**WORK ORDER**
Of all the lines in the entries, how many carry the word "Acerno"? The reply is that number and no more.

**SOURCE MATERIAL**

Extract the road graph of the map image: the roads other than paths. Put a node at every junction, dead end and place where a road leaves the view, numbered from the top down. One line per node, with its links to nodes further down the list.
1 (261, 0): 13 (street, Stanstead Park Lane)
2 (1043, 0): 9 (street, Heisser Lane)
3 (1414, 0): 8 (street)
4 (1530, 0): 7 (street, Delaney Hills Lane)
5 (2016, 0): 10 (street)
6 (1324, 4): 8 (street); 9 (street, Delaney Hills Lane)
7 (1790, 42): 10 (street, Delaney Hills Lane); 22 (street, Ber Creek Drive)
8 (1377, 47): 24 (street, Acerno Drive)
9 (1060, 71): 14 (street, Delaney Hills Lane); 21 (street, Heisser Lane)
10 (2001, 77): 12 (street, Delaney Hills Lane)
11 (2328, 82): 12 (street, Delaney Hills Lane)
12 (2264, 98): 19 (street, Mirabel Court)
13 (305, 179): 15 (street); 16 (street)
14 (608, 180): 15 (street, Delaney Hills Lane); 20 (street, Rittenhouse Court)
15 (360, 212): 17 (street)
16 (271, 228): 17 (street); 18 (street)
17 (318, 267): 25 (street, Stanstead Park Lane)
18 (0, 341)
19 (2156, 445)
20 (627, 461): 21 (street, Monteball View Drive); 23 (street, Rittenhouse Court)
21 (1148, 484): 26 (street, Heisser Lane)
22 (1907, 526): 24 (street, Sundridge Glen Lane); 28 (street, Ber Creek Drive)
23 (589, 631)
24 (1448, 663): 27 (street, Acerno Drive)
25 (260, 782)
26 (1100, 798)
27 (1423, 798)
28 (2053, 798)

**RESPONSE TO THE EXERCISE**
2